# EXERCISE DATA

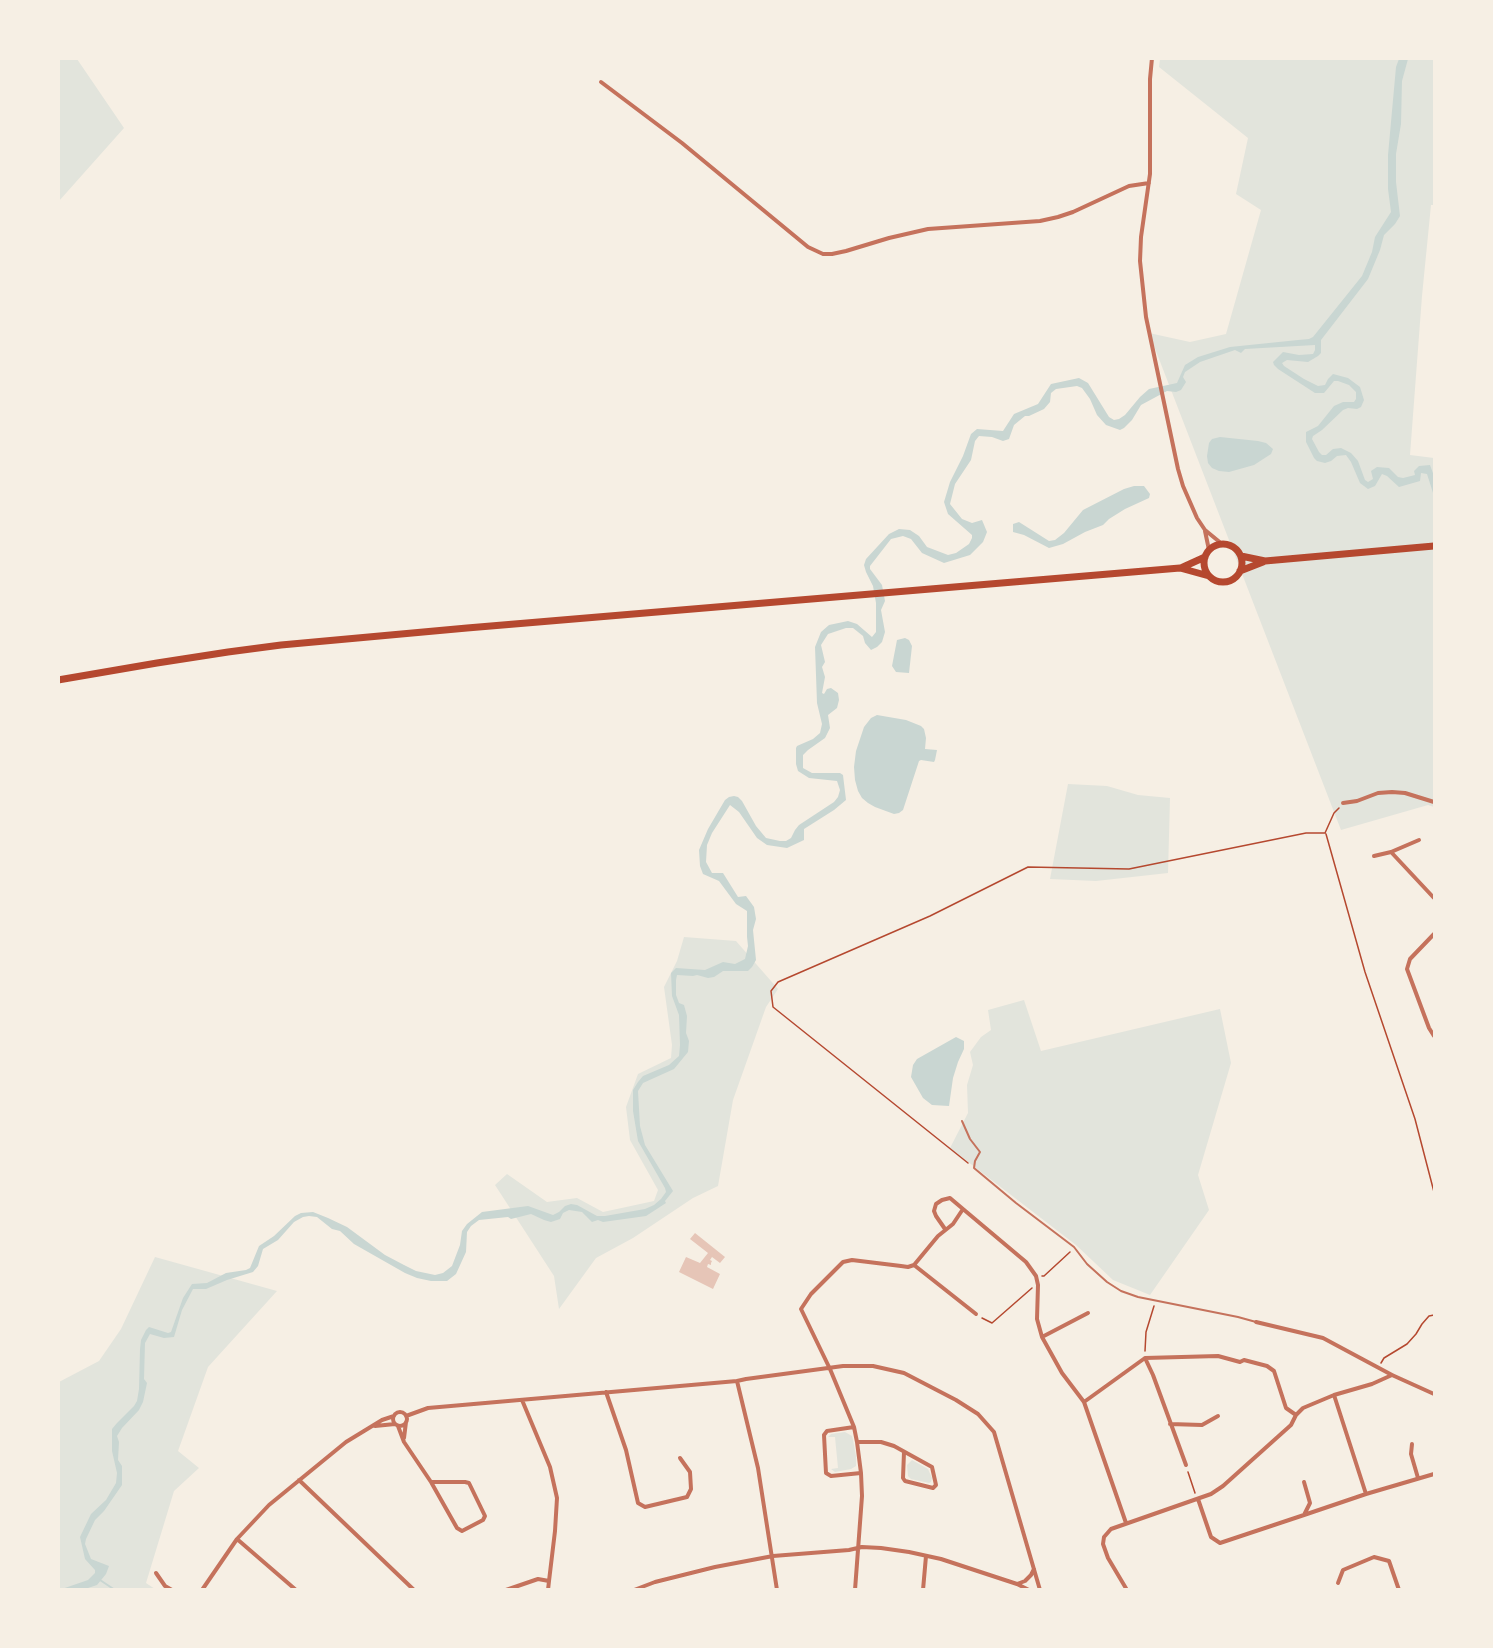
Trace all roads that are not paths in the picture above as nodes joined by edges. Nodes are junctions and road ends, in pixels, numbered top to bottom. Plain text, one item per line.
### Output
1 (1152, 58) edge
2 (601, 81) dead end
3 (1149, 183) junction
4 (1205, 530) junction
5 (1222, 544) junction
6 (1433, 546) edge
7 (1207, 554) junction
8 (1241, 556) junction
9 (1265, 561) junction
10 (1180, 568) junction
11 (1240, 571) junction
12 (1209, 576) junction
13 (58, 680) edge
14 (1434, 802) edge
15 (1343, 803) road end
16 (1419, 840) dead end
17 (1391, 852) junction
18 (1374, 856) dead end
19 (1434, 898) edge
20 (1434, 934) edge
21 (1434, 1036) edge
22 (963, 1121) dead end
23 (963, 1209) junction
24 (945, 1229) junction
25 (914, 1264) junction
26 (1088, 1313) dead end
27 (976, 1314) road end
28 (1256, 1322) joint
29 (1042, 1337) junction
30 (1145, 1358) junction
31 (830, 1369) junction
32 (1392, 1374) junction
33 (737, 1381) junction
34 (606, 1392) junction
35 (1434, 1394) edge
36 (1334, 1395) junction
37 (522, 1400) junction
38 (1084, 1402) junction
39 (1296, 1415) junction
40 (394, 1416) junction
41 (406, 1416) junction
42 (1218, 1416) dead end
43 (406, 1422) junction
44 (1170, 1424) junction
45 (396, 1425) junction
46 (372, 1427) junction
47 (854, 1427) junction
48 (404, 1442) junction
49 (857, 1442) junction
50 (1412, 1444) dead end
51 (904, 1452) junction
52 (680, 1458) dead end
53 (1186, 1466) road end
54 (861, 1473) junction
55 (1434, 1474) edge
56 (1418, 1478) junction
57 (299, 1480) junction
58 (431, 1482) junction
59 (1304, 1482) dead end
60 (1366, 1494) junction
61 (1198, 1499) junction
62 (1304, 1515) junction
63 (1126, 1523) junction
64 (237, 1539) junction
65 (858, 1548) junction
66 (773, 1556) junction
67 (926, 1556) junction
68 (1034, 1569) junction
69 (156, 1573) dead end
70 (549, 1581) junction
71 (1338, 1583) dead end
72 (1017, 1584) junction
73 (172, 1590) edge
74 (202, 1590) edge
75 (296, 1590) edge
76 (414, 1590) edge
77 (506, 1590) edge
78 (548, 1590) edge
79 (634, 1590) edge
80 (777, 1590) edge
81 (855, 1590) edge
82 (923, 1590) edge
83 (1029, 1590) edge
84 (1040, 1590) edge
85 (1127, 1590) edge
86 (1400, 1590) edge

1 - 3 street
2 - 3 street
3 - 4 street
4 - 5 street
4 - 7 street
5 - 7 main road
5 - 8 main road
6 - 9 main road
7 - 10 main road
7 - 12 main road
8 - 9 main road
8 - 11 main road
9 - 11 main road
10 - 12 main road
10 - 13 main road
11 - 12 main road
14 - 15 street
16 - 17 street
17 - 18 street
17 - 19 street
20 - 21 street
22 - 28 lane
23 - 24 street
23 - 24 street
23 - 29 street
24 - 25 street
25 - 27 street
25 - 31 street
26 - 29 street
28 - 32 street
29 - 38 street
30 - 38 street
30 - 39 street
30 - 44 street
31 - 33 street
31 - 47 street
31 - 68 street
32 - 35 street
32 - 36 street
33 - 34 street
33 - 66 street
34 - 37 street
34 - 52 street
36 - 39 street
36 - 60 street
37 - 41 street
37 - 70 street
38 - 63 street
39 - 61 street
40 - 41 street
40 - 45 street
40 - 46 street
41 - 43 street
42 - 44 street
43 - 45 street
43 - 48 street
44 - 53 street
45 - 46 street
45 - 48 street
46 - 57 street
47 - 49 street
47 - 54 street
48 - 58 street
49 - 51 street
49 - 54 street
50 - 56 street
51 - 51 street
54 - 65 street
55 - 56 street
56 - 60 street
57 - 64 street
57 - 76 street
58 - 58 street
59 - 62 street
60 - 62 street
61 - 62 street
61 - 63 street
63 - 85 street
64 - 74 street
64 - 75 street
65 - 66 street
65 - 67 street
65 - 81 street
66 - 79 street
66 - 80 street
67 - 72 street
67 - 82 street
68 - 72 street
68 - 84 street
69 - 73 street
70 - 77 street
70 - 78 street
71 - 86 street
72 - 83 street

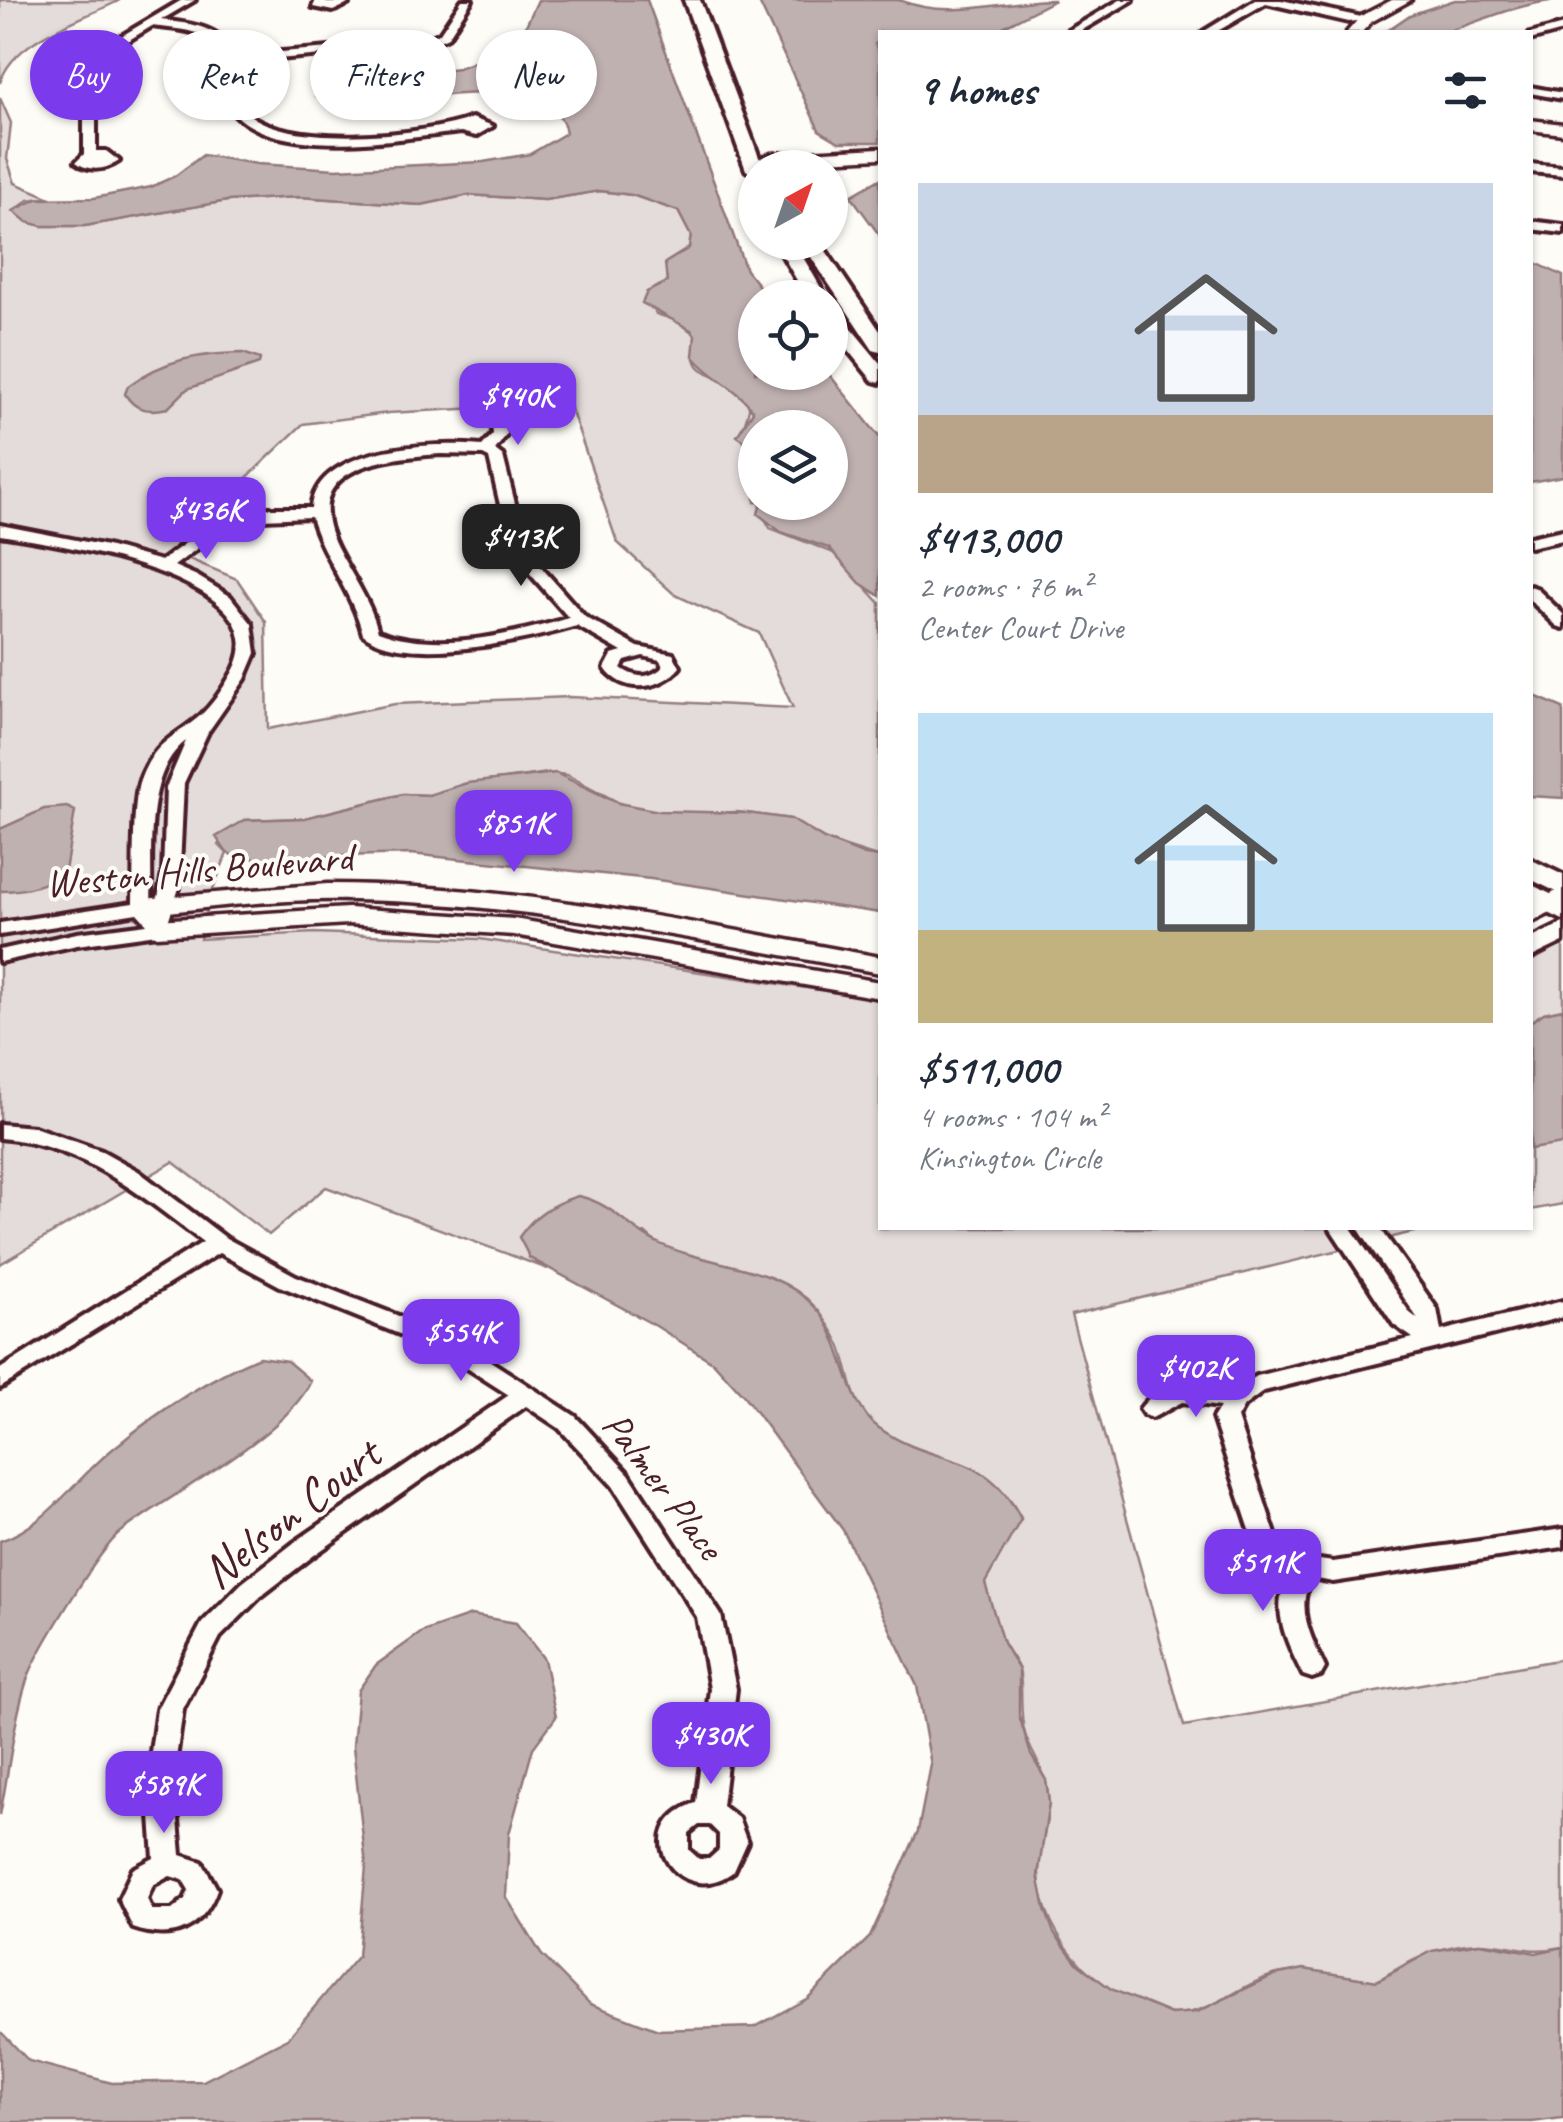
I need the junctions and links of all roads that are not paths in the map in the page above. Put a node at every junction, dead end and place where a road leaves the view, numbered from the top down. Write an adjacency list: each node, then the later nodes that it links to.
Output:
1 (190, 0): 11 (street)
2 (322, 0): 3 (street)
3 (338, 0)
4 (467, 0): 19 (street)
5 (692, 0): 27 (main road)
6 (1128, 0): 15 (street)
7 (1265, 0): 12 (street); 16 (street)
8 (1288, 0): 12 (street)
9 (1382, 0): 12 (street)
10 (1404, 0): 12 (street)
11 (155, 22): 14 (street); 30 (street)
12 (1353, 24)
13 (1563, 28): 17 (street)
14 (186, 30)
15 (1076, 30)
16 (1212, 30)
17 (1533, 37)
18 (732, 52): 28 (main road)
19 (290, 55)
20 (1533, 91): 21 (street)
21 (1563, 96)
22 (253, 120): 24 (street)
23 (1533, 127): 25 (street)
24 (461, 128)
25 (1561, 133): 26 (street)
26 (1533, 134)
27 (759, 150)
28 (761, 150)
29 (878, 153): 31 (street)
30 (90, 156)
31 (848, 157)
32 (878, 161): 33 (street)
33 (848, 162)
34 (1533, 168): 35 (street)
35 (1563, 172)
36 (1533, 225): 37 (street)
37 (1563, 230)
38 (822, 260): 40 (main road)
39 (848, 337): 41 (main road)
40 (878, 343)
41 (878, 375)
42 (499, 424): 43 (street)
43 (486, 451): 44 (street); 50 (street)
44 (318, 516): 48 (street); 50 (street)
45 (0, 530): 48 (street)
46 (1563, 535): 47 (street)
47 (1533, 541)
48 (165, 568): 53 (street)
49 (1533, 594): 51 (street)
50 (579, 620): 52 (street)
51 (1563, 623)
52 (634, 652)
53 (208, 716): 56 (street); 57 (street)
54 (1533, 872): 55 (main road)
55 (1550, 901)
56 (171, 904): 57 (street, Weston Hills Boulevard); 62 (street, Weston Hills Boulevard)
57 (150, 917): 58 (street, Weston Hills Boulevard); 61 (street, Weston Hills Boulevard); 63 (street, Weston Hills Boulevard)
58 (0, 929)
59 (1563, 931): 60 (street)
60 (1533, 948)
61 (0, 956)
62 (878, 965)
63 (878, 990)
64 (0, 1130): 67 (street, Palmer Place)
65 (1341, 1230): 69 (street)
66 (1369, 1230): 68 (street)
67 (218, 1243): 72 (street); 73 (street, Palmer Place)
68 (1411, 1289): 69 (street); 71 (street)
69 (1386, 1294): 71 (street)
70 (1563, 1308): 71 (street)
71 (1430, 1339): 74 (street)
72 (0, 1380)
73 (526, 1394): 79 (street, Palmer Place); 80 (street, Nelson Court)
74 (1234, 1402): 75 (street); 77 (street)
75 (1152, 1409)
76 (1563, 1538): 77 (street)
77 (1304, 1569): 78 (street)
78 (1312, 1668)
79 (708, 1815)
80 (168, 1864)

# ASSIGNED TASK
When a line in the records above contains the word "paths", copy it.

# EXERCISE ANSWER
Trace all roads that are not paths in the picture above as nodes joined by edges. Nodes are junctions and road ends, in pixels, numbered top to bottom. Plain text, one item per line.
I need the junctions and links of all roads that are not paths in the map in the page above. Put a node at every junction, dead end and place where a road leaves the view, numbered from the top down. Write an adjacency list: each node, then the later nodes that it links to.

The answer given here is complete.